Demand for verified skills and credentials is on the rise. The publication eCampus News (Dec. 10, 2015) reported that currently 1 in 4 adults have an alternative credential of some sort, and those adults with digital certifications generally receive six times as many profile views on social media job sites such as LinkedIn. Additionally, eCampus observes that the availability of alternative credentials will double over the next five years with 400 institutions reportedly having competency-based digital badge programs in development, bringing the total to about 750 in five years.

Questions over the impact on student learning remain and research is underway to explore how digital badges might be incorporated into the overall learning of students. The New York Times reports that one such research study at Carnegie Mellon produced findings that suggest integrating badges into courses motivates students to continue to keep learning. The article goes on to report that some Purdue University professors are awarding badges for reaching benchmarks in regular credit-bearing courses.

There is still much to be done. While digital badges may be a useful tool in providing a gateway to career advancement and identifying and validating an individual’s accomplishments and competencies, the American Council on Education has observed that a shared vision among higher education and employers for a learning-based credentialing system that ensures tangible benefits for students must be developed.

Many details remain for badges to be broadly accepted as legitimate indicators of education, skill or experience. It may be premature to say whether employers will come to view them as trusted credentials. In a recent survey of 114 human resources managers from across various industries, 62% expressed interest in digital badges but wanted to learn more about them.

Educause, the nonprofit membership association that supports professionals who lead, manage and use information technology in higher education, observes that acceptance depends, at least in part, on the level of quality control for these credentials.

While the question of quality control remains, there are frameworks that provide parameters to help institutions build impactful, high quality, evidence-rich badges. The MacArthur Foundation-funded Open Badges in Higher Education initiative provides such parameters, built around are a set of questions that help build better badges.
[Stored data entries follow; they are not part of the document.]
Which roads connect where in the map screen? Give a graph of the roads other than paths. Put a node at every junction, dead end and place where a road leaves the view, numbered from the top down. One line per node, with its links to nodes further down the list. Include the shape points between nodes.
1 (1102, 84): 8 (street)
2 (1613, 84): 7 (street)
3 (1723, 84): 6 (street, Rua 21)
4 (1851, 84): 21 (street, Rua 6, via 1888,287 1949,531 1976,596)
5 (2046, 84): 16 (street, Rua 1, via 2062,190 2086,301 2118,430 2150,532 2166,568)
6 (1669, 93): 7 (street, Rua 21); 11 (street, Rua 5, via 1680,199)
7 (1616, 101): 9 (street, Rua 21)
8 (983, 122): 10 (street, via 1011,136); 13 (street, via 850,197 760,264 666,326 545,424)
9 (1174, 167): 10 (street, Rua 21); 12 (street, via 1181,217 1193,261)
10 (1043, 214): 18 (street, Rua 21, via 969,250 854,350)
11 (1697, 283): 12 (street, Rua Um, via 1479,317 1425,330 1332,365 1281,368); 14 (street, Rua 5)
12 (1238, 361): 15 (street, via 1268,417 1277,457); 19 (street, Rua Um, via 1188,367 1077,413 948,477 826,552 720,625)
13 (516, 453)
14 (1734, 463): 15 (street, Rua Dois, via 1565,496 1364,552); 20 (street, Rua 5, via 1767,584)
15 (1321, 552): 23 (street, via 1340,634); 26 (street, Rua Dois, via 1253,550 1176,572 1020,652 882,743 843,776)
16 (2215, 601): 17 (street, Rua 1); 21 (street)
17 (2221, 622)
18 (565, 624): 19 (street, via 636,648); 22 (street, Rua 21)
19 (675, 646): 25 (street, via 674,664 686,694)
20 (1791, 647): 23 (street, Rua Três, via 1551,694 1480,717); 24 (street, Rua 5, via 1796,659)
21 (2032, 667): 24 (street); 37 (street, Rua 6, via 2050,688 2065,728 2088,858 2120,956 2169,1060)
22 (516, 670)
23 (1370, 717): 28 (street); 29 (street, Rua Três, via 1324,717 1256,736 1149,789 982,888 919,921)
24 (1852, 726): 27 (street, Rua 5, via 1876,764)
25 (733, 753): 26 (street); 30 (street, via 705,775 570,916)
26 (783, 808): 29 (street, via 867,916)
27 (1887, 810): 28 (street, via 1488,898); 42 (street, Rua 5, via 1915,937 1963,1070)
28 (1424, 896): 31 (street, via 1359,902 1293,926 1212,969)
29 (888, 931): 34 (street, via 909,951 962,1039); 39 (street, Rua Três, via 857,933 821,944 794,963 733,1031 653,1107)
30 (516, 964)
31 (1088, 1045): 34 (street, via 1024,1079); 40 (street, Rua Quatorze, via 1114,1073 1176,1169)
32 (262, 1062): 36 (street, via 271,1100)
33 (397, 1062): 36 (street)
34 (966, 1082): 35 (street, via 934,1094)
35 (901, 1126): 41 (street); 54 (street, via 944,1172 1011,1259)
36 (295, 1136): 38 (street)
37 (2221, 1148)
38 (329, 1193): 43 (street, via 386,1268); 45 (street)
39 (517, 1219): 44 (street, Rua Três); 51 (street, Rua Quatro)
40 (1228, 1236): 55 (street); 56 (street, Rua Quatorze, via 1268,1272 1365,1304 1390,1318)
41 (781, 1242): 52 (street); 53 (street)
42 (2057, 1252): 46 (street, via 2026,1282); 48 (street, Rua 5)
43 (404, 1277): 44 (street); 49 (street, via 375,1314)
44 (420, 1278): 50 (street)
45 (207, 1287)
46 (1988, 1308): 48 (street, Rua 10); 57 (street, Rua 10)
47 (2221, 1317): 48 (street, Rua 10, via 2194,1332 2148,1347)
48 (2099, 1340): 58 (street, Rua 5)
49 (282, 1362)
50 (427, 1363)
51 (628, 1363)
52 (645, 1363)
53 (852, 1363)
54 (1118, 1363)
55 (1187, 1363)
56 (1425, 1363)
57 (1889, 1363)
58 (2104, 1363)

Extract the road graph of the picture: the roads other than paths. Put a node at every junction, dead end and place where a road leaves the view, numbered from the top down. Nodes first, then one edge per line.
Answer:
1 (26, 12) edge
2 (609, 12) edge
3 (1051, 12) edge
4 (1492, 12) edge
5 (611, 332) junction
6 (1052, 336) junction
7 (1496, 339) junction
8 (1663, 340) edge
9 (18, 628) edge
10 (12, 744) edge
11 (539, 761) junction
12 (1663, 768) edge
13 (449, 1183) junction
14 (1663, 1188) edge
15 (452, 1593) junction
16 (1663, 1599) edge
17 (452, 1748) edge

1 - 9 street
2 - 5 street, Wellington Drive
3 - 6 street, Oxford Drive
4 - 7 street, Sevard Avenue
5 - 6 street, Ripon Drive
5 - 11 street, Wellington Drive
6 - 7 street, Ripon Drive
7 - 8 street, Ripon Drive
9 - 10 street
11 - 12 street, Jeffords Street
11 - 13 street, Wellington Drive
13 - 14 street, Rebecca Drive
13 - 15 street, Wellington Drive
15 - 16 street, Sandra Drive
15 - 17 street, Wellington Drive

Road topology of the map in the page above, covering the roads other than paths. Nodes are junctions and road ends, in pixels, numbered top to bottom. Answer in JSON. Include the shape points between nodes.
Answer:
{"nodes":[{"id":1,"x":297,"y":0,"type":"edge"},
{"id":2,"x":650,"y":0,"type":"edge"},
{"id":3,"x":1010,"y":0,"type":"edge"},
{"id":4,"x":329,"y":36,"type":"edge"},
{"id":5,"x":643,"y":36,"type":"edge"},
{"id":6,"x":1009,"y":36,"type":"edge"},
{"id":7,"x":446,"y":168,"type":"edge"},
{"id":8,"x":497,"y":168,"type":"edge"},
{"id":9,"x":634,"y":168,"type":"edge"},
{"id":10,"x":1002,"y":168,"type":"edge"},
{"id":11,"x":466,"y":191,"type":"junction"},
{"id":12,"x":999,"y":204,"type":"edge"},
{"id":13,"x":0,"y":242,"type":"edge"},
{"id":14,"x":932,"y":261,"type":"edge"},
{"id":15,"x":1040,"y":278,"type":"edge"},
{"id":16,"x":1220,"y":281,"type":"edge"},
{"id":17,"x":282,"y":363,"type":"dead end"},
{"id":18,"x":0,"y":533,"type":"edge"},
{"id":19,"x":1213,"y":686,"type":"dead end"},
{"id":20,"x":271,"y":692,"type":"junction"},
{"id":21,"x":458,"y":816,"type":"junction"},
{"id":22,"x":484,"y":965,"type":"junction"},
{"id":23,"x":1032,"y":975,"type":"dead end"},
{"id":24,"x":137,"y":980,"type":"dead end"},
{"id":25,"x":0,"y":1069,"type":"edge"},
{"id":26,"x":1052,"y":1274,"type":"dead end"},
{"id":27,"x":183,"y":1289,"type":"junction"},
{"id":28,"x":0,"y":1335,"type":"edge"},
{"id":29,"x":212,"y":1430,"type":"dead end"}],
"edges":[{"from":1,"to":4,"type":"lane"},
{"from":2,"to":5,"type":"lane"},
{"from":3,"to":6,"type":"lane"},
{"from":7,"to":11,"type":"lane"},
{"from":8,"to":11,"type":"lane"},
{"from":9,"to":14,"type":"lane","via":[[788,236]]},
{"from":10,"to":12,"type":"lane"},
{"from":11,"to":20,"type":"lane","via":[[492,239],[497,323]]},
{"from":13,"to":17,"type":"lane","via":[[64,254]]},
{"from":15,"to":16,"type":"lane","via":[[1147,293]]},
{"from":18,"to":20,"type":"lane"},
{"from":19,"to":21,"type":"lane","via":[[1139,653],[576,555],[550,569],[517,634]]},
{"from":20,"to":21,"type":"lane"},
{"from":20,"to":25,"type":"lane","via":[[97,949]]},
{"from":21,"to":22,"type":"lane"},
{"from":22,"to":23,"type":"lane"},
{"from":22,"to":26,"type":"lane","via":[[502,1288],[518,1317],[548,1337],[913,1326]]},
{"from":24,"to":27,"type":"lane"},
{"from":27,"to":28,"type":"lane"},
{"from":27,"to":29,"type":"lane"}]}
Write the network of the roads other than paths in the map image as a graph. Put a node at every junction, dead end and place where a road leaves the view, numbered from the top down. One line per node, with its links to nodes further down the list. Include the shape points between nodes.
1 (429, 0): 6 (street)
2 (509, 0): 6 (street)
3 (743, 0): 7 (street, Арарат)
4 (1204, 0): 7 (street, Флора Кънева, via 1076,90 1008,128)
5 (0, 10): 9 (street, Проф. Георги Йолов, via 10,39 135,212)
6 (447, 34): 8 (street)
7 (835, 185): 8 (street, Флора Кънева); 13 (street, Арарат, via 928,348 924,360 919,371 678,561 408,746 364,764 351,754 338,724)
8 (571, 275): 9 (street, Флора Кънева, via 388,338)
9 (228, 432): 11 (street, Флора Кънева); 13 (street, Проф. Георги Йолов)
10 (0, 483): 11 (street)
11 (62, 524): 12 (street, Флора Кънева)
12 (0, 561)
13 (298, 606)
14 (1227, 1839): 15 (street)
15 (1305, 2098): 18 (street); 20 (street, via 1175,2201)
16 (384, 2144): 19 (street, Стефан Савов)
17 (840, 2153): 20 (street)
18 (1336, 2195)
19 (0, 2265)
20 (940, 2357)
Among the questions to be asked about: “badge-able” learning: 1) Can the badge be validated through an evidence-rich credential? 2) What does the recipient of the badge have to do to establish a claim of learning? 3) What evidence will be used to substantiate learning claims? 4) Can the badge exist with the institution’s learning management system or can it exist within any learning management system? 5) Is the learning evidenced in the badge context-specific and not subject to expiration or valid for a limited amount of time until more training is required?

Such frameworks could help drive the growth of digital badges in higher education and open up opportunities that deliver added value to the traditional degree credential and make discernible those accomplishments, skills and competencies of students.

Philip DiSalvio is dean of the College of Advancing and Professional Studies at the University of Massachusetts Boston.


First Digital Badge at UMass Boston

The College of Advancing and Professional Studies Corporate and Professional Division recently launched the first digital badge at the University of Massachusetts Boston. The Project Risk Management Digital Badge is a self-paced online set of modules that covers six steps of project risk management as prescribed by the Project Management Body of Knowledge. Successful completion on a test of knowledge results in the awarding of a Project Risk Management Digital Badge that can be added to a Mozilla Backpack for sharing on social media platforms.